**GOAL OF THE EXERCISE:**
Each record below is to be set down again precisely.

*** STUDY MATERIAL Section Begins ***

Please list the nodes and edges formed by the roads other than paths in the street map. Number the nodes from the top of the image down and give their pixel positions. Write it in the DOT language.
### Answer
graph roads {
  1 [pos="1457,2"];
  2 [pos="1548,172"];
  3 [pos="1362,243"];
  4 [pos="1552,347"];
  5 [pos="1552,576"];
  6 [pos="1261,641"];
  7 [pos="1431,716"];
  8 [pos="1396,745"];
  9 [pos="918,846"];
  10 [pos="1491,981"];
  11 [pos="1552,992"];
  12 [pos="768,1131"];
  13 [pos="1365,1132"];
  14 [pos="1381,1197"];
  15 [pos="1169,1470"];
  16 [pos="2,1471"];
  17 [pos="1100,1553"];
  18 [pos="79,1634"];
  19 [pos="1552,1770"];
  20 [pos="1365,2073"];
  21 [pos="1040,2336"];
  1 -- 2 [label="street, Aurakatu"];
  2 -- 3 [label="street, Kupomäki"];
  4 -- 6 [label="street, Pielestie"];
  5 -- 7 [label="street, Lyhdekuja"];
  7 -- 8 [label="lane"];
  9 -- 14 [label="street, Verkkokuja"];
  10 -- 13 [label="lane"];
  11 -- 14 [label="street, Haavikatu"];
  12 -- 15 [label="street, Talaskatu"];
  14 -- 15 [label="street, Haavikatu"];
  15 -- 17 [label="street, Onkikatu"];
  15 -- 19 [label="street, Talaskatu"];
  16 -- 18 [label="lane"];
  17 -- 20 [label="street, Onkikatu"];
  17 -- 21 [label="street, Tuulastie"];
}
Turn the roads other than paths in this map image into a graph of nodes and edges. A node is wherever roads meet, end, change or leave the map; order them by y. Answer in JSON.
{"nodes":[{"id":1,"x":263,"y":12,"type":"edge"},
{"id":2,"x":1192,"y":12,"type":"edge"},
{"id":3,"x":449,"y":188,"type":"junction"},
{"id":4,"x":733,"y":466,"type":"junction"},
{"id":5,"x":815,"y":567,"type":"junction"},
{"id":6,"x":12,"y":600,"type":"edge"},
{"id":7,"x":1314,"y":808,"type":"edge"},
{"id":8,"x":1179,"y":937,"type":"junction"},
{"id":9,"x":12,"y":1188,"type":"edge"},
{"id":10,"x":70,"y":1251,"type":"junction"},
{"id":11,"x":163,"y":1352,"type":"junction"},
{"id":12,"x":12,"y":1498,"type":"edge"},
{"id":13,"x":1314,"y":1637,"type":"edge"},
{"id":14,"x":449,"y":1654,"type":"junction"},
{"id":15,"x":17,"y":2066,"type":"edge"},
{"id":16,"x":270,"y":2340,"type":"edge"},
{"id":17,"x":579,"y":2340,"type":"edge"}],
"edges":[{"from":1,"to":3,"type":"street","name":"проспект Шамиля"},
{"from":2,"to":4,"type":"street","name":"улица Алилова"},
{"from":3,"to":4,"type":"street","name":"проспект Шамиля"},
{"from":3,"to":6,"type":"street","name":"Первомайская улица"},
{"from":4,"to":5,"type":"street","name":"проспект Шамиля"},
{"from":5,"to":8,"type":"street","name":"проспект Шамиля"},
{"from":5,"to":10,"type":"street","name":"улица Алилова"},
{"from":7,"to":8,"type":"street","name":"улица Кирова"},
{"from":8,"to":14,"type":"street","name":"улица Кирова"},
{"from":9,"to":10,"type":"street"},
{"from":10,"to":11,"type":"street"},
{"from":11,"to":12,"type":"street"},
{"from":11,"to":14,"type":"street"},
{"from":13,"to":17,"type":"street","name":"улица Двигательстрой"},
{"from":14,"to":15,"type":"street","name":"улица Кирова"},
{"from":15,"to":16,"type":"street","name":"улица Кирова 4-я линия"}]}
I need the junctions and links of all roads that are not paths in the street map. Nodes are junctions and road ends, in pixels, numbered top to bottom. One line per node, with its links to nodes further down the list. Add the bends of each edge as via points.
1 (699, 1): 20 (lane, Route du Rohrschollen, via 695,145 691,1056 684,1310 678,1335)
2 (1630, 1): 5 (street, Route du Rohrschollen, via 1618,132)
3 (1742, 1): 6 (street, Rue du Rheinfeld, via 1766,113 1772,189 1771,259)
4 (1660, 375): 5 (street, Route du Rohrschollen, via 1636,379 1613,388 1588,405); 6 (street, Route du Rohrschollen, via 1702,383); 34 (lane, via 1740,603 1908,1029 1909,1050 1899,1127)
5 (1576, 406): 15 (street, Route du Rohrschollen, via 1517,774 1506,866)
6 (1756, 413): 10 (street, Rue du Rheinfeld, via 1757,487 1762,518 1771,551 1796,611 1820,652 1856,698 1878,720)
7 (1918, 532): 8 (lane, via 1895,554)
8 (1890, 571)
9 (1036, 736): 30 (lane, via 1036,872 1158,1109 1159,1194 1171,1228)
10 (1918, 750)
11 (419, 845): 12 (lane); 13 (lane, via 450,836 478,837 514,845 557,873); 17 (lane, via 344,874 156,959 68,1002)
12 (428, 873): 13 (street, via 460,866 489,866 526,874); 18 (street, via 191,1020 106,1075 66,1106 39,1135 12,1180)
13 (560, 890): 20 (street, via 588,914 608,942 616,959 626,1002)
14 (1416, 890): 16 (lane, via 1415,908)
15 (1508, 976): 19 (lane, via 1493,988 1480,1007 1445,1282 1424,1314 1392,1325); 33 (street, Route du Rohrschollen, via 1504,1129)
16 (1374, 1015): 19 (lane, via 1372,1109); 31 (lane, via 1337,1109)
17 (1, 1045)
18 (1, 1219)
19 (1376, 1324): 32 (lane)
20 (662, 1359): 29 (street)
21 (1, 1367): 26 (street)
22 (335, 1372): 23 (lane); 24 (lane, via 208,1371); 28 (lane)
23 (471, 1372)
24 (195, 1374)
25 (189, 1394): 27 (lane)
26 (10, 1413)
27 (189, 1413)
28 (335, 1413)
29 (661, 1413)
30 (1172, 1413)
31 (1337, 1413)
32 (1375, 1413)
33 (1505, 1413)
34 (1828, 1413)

*** STUDY MATERIAL Section Ends ***

**OUTPUT OF THE EXERCISE:**
Please list the nodes and edges formed by the roads other than paths in the street map. Number the nodes from the top of the image down and give their pixel positions. Write it in the DOT language.
### Answer
graph roads {
  1 [pos="1457,2"];
  2 [pos="1548,172"];
  3 [pos="1362,243"];
  4 [pos="1552,347"];
  5 [pos="1552,576"];
  6 [pos="1261,641"];
  7 [pos="1431,716"];
  8 [pos="1396,745"];
  9 [pos="918,846"];
  10 [pos="1491,981"];
  11 [pos="1552,992"];
  12 [pos="768,1131"];
  13 [pos="1365,1132"];
  14 [pos="1381,1197"];
  15 [pos="1169,1470"];
  16 [pos="2,1471"];
  17 [pos="1100,1553"];
  18 [pos="79,1634"];
  19 [pos="1552,1770"];
  20 [pos="1365,2073"];
  21 [pos="1040,2336"];
  1 -- 2 [label="street, Aurakatu"];
  2 -- 3 [label="street, Kupomäki"];
  4 -- 6 [label="street, Pielestie"];
  5 -- 7 [label="street, Lyhdekuja"];
  7 -- 8 [label="lane"];
  9 -- 14 [label="street, Verkkokuja"];
  10 -- 13 [label="lane"];
  11 -- 14 [label="street, Haavikatu"];
  12 -- 15 [label="street, Talaskatu"];
  14 -- 15 [label="street, Haavikatu"];
  15 -- 17 [label="street, Onkikatu"];
  15 -- 19 [label="street, Talaskatu"];
  16 -- 18 [label="lane"];
  17 -- 20 [label="street, Onkikatu"];
  17 -- 21 [label="street, Tuulastie"];
}
Turn the roads other than paths in this map image into a graph of nodes and edges. A node is wherever roads meet, end, change or leave the map; order them by y. Answer in JSON.
{"nodes":[{"id":1,"x":263,"y":12,"type":"edge"},
{"id":2,"x":1192,"y":12,"type":"edge"},
{"id":3,"x":449,"y":188,"type":"junction"},
{"id":4,"x":733,"y":466,"type":"junction"},
{"id":5,"x":815,"y":567,"type":"junction"},
{"id":6,"x":12,"y":600,"type":"edge"},
{"id":7,"x":1314,"y":808,"type":"edge"},
{"id":8,"x":1179,"y":937,"type":"junction"},
{"id":9,"x":12,"y":1188,"type":"edge"},
{"id":10,"x":70,"y":1251,"type":"junction"},
{"id":11,"x":163,"y":1352,"type":"junction"},
{"id":12,"x":12,"y":1498,"type":"edge"},
{"id":13,"x":1314,"y":1637,"type":"edge"},
{"id":14,"x":449,"y":1654,"type":"junction"},
{"id":15,"x":17,"y":2066,"type":"edge"},
{"id":16,"x":270,"y":2340,"type":"edge"},
{"id":17,"x":579,"y":2340,"type":"edge"}],
"edges":[{"from":1,"to":3,"type":"street","name":"проспект Шамиля"},
{"from":2,"to":4,"type":"street","name":"улица Алилова"},
{"from":3,"to":4,"type":"street","name":"проспект Шамиля"},
{"from":3,"to":6,"type":"street","name":"Первомайская улица"},
{"from":4,"to":5,"type":"street","name":"проспект Шамиля"},
{"from":5,"to":8,"type":"street","name":"проспект Шамиля"},
{"from":5,"to":10,"type":"street","name":"улица Алилова"},
{"from":7,"to":8,"type":"street","name":"улица Кирова"},
{"from":8,"to":14,"type":"street","name":"улица Кирова"},
{"from":9,"to":10,"type":"street"},
{"from":10,"to":11,"type":"street"},
{"from":11,"to":12,"type":"street"},
{"from":11,"to":14,"type":"street"},
{"from":13,"to":17,"type":"street","name":"улица Двигательстрой"},
{"from":14,"to":15,"type":"street","name":"улица Кирова"},
{"from":15,"to":16,"type":"street","name":"улица Кирова 4-я линия"}]}
I need the junctions and links of all roads that are not paths in the street map. Nodes are junctions and road ends, in pixels, numbered top to bottom. One line per node, with its links to nodes further down the list. Add the bends of each edge as via points.
1 (699, 1): 20 (lane, Route du Rohrschollen, via 695,145 691,1056 684,1310 678,1335)
2 (1630, 1): 5 (street, Route du Rohrschollen, via 1618,132)
3 (1742, 1): 6 (street, Rue du Rheinfeld, via 1766,113 1772,189 1771,259)
4 (1660, 375): 5 (street, Route du Rohrschollen, via 1636,379 1613,388 1588,405); 6 (street, Route du Rohrschollen, via 1702,383); 34 (lane, via 1740,603 1908,1029 1909,1050 1899,1127)
5 (1576, 406): 15 (street, Route du Rohrschollen, via 1517,774 1506,866)
6 (1756, 413): 10 (street, Rue du Rheinfeld, via 1757,487 1762,518 1771,551 1796,611 1820,652 1856,698 1878,720)
7 (1918, 532): 8 (lane, via 1895,554)
8 (1890, 571)
9 (1036, 736): 30 (lane, via 1036,872 1158,1109 1159,1194 1171,1228)
10 (1918, 750)
11 (419, 845): 12 (lane); 13 (lane, via 450,836 478,837 514,845 557,873); 17 (lane, via 344,874 156,959 68,1002)
12 (428, 873): 13 (street, via 460,866 489,866 526,874); 18 (street, via 191,1020 106,1075 66,1106 39,1135 12,1180)
13 (560, 890): 20 (street, via 588,914 608,942 616,959 626,1002)
14 (1416, 890): 16 (lane, via 1415,908)
15 (1508, 976): 19 (lane, via 1493,988 1480,1007 1445,1282 1424,1314 1392,1325); 33 (street, Route du Rohrschollen, via 1504,1129)
16 (1374, 1015): 19 (lane, via 1372,1109); 31 (lane, via 1337,1109)
17 (1, 1045)
18 (1, 1219)
19 (1376, 1324): 32 (lane)
20 (662, 1359): 29 (street)
21 (1, 1367): 26 (street)
22 (335, 1372): 23 (lane); 24 (lane, via 208,1371); 28 (lane)
23 (471, 1372)
24 (195, 1374)
25 (189, 1394): 27 (lane)
26 (10, 1413)
27 (189, 1413)
28 (335, 1413)
29 (661, 1413)
30 (1172, 1413)
31 (1337, 1413)
32 (1375, 1413)
33 (1505, 1413)
34 (1828, 1413)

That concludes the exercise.